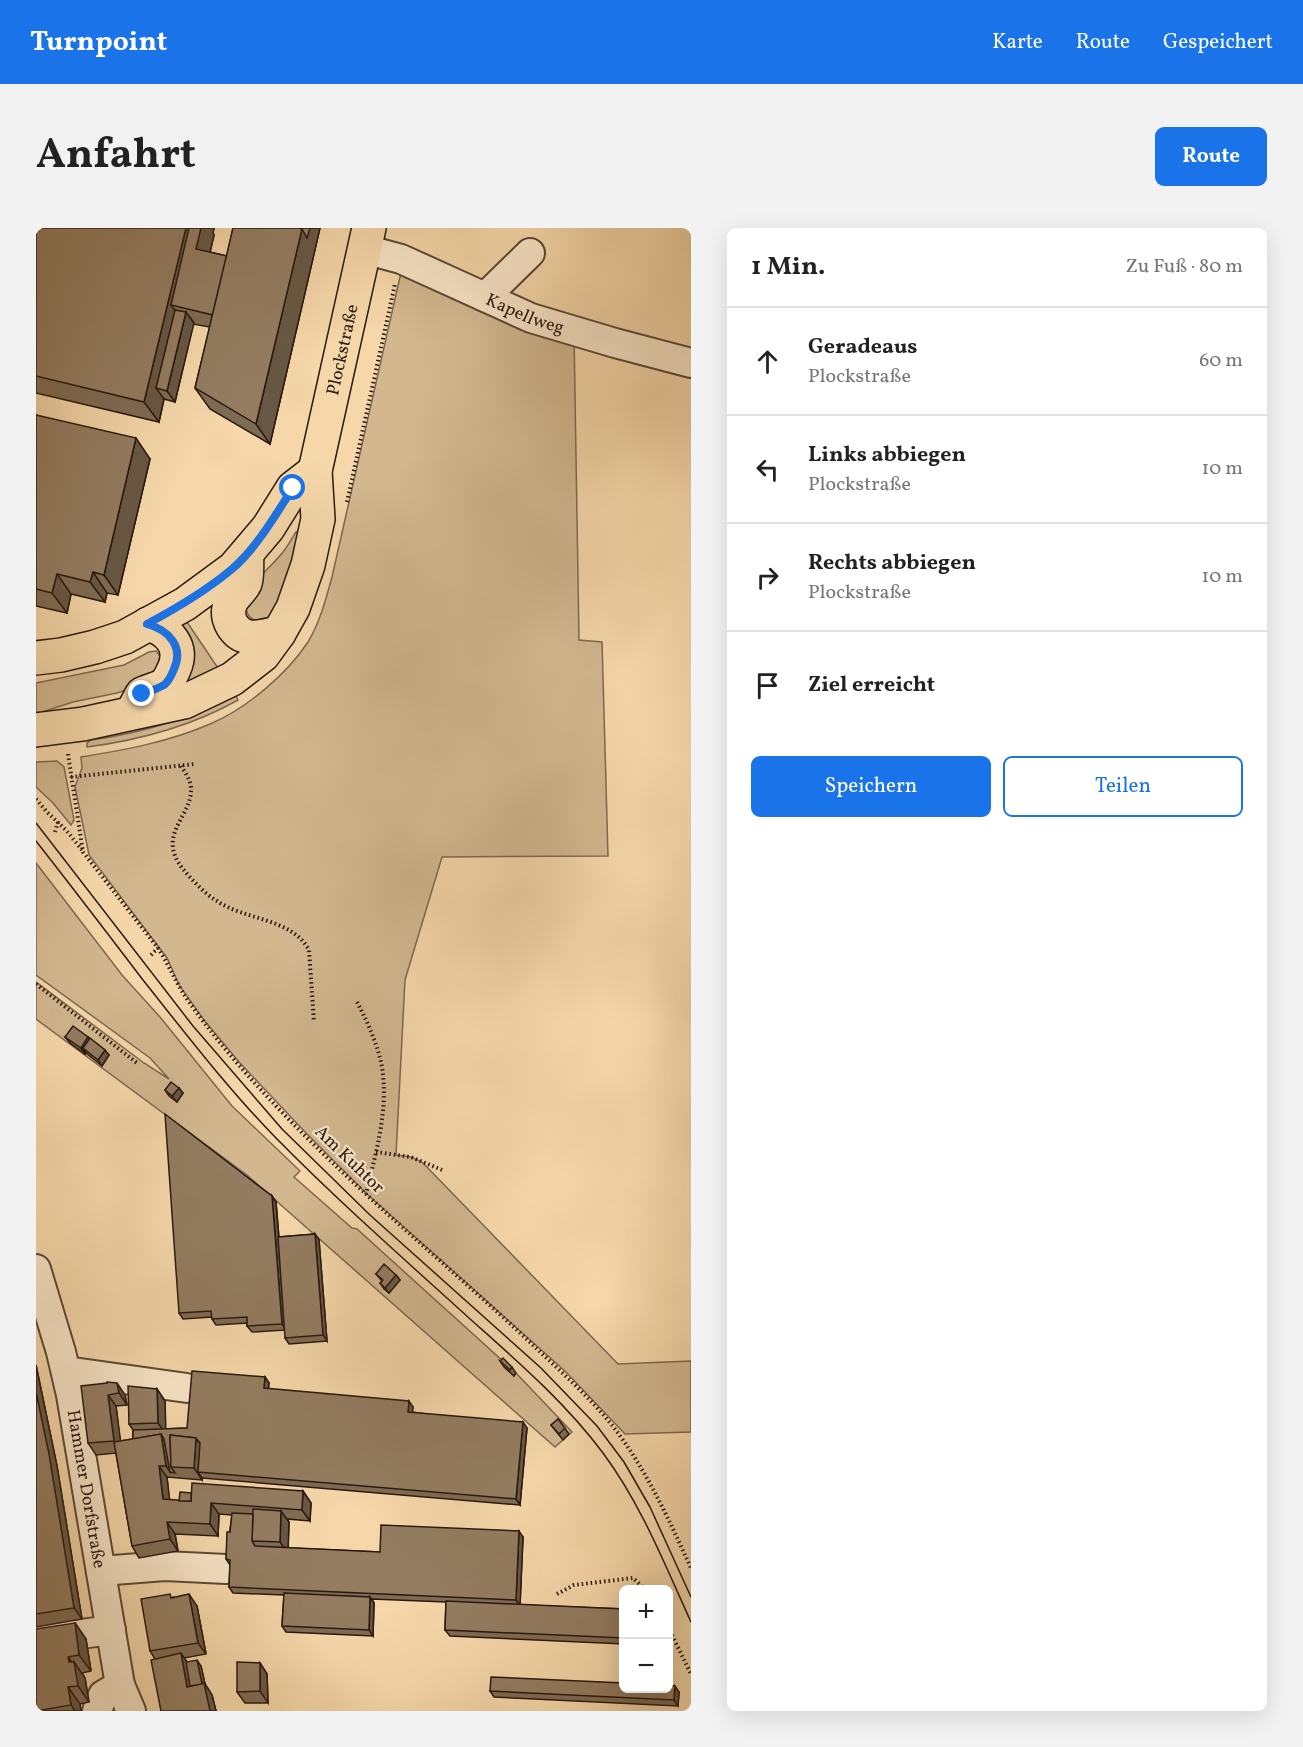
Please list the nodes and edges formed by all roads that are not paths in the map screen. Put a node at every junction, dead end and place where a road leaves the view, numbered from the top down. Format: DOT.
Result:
graph roads {
  1 [pos="367,238"];
  2 [pos="530,253"];
  3 [pos="485,297"];
  4 [pos="691,363"];
  5 [pos="315,471"];
  6 [pos="247,552"];
  7 [pos="147,624"];
  8 [pos="279,633"];
  9 [pos="44,661"];
  10 [pos="132,714"];
  11 [pos="50,728"];
  12 [pos="37,1278"];
  13 [pos="66,1371"];
  14 [pos="187,1388"];
  15 [pos="226,1569"];
  16 [pos="101,1571"];
  17 [pos="111,1630"];
  18 [pos="36,1641"];
  19 [pos="120,1685"];
  20 [pos="97,1711"];
  21 [pos="131,1711"];
  1 -- 3 [label="street, Kapellweg"];
  1 -- 5 [label="main road, Plockstraße"];
  2 -- 3 [label="street"];
  3 -- 4 [label="street, Kapellweg"];
  5 -- 6 [label="main road"];
  5 -- 8 [label="main road, Plockstraße"];
  6 -- 7 [label="main road"];
  6 -- 8 [label="main road"];
  7 -- 9 [label="main road"];
  7 -- 10 [label="main road"];
  8 -- 10 [label="main road, Plockstraße"];
  10 -- 11 [label="main road, Plockstraße"];
  12 -- 13 [label="street, Hammer Dorfstraße"];
  13 -- 14 [label="street"];
  13 -- 16 [label="street, Hammer Dorfstraße"];
  15 -- 16 [label="street"];
  16 -- 17 [label="street, Hammer Dorfstraße"];
  17 -- 18 [label="street"];
  17 -- 19 [label="street, Hammer Dorfstraße"];
  19 -- 20 [label="street"];
  19 -- 21 [label="street, Hammer Dorfstraße"];
}
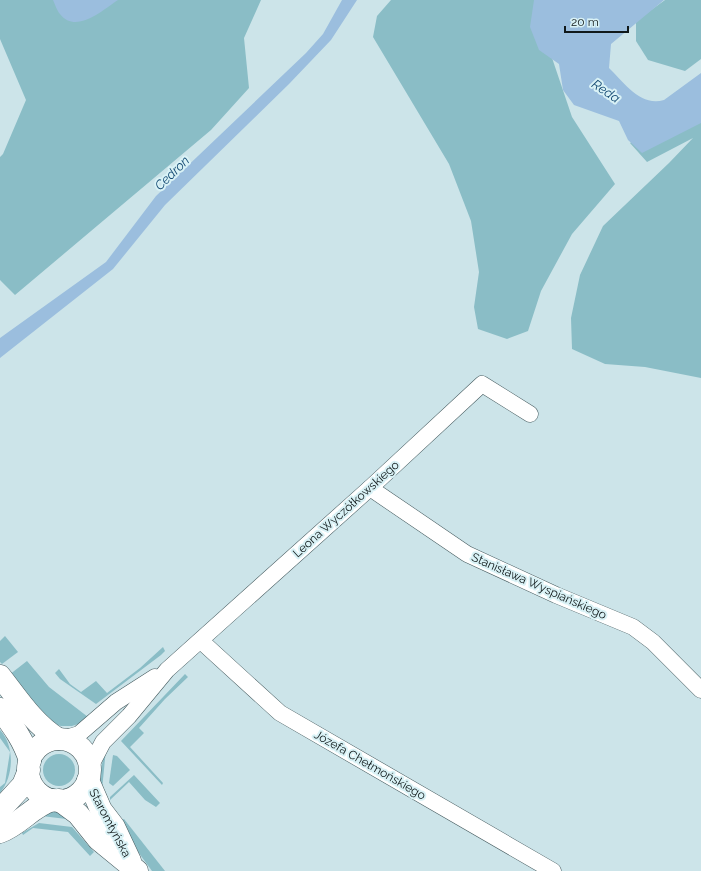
··········
» GOAL OF THE EXERCISE
For each record, return its text exactly and leave any picture out.

» RESPONSE BOX
Please list the nodes and edges formed by all roads that are not paths in the map screen. Put a node at every junction, dead end and place where a road leaves the view, numbered from the top down. Format: DOT.
Result:
graph roads {
  1 [pos="367,238"];
  2 [pos="530,253"];
  3 [pos="485,297"];
  4 [pos="691,363"];
  5 [pos="315,471"];
  6 [pos="247,552"];
  7 [pos="147,624"];
  8 [pos="279,633"];
  9 [pos="44,661"];
  10 [pos="132,714"];
  11 [pos="50,728"];
  12 [pos="37,1278"];
  13 [pos="66,1371"];
  14 [pos="187,1388"];
  15 [pos="226,1569"];
  16 [pos="101,1571"];
  17 [pos="111,1630"];
  18 [pos="36,1641"];
  19 [pos="120,1685"];
  20 [pos="97,1711"];
  21 [pos="131,1711"];
  1 -- 3 [label="street, Kapellweg"];
  1 -- 5 [label="main road, Plockstraße"];
  2 -- 3 [label="street"];
  3 -- 4 [label="street, Kapellweg"];
  5 -- 6 [label="main road"];
  5 -- 8 [label="main road, Plockstraße"];
  6 -- 7 [label="main road"];
  6 -- 8 [label="main road"];
  7 -- 9 [label="main road"];
  7 -- 10 [label="main road"];
  8 -- 10 [label="main road, Plockstraße"];
  10 -- 11 [label="main road, Plockstraße"];
  12 -- 13 [label="street, Hammer Dorfstraße"];
  13 -- 14 [label="street"];
  13 -- 16 [label="street, Hammer Dorfstraße"];
  15 -- 16 [label="street"];
  16 -- 17 [label="street, Hammer Dorfstraße"];
  17 -- 18 [label="street"];
  17 -- 19 [label="street, Hammer Dorfstraße"];
  19 -- 20 [label="street"];
  19 -- 21 [label="street, Hammer Dorfstraße"];
}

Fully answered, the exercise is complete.